Stored items
|---|
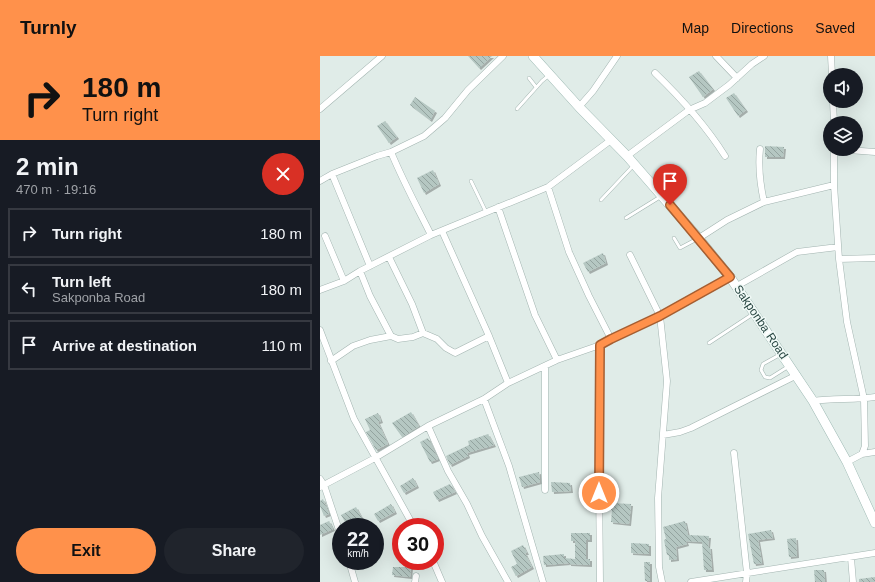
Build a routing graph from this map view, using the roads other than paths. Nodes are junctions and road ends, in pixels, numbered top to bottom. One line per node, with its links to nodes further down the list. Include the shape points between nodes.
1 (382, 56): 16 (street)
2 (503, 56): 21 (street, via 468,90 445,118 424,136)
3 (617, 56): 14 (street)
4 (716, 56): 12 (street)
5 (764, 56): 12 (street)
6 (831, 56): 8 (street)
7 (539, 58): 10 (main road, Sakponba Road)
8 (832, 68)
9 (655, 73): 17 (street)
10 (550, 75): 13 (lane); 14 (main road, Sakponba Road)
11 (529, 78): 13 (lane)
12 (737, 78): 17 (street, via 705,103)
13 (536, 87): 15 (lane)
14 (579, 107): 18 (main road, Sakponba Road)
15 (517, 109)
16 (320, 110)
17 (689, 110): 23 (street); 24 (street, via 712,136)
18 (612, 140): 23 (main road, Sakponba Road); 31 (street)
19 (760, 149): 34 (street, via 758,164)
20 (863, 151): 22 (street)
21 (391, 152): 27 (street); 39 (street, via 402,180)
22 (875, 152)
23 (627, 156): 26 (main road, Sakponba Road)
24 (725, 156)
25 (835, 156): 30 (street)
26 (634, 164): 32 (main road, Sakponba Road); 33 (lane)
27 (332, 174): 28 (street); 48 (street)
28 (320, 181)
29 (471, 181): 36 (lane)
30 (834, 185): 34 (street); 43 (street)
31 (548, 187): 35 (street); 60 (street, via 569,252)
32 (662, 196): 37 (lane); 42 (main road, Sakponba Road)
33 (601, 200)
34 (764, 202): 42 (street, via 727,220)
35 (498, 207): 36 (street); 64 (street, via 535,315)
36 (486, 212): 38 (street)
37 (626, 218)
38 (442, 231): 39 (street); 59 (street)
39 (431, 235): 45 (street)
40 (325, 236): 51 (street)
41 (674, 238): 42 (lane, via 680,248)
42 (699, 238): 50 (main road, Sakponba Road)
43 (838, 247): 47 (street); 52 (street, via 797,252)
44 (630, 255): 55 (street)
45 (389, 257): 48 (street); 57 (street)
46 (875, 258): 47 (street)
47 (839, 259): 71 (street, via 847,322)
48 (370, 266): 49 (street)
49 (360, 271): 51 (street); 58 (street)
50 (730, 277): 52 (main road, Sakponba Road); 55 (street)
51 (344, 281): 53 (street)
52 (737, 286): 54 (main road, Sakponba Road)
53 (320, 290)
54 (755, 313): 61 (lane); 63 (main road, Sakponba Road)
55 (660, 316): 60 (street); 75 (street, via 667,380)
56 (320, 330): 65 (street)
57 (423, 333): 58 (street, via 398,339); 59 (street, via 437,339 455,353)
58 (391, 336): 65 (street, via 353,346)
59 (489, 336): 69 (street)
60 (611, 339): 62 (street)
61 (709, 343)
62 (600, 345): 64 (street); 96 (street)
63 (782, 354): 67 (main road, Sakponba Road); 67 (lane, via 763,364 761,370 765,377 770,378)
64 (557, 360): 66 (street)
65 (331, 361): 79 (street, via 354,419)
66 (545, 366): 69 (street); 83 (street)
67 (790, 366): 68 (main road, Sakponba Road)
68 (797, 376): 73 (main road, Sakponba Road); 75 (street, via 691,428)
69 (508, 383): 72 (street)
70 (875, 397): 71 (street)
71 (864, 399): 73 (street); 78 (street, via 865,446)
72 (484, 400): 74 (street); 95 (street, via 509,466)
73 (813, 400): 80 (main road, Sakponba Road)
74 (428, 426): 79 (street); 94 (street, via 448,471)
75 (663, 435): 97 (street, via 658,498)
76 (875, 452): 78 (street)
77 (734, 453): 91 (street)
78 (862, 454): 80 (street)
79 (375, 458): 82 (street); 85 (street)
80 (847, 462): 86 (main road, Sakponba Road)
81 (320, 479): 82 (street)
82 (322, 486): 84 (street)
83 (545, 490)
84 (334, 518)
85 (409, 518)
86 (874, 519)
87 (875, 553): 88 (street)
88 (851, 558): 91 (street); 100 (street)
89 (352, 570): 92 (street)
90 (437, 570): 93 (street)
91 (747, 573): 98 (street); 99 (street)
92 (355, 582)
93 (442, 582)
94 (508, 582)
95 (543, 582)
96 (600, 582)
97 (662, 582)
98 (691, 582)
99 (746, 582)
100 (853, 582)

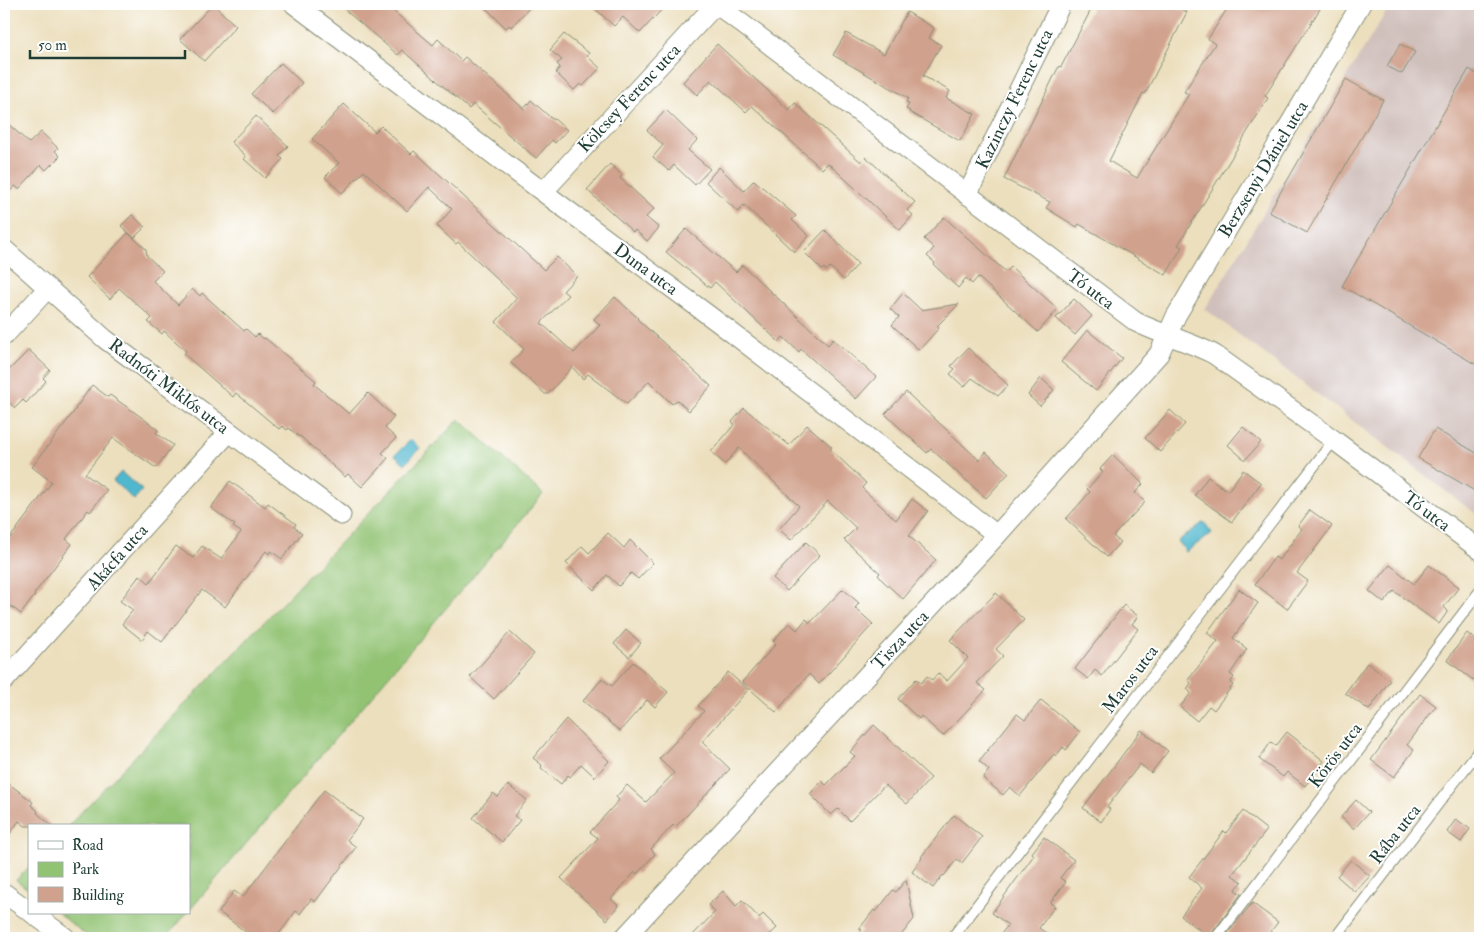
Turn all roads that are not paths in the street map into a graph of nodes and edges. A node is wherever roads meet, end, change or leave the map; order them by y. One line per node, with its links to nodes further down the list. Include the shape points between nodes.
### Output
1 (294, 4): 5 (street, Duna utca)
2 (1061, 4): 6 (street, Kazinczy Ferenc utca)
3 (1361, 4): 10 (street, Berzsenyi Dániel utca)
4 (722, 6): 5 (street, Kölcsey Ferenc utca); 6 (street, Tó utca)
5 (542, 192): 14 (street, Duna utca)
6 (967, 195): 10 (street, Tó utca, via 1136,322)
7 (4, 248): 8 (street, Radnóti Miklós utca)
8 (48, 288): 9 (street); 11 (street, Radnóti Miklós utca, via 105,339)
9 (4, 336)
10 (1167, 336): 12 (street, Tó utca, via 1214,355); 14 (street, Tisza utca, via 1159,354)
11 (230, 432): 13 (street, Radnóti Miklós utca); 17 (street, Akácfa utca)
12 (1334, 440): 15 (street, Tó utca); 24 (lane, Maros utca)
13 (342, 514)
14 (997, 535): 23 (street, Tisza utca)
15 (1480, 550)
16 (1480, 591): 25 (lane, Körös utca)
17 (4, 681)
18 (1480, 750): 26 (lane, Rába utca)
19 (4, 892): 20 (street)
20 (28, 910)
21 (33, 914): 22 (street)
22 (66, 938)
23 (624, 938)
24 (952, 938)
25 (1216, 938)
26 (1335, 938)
|---|
## Goal of the exercise
Pick out, from the lines above, every one that contains the string "shape".

## Your solution
Build a routing graph from this map view, using the roads other than paths. Nodes are junctions and road ends, in pixels, numbered top to bottom. One line per node, with its links to nodes further down the list. Include the shape points between nodes.
Turn all roads that are not paths in the street map into a graph of nodes and edges. A node is wherever roads meet, end, change or leave the map; order them by y. One line per node, with its links to nodes further down the list. Include the shape points between nodes.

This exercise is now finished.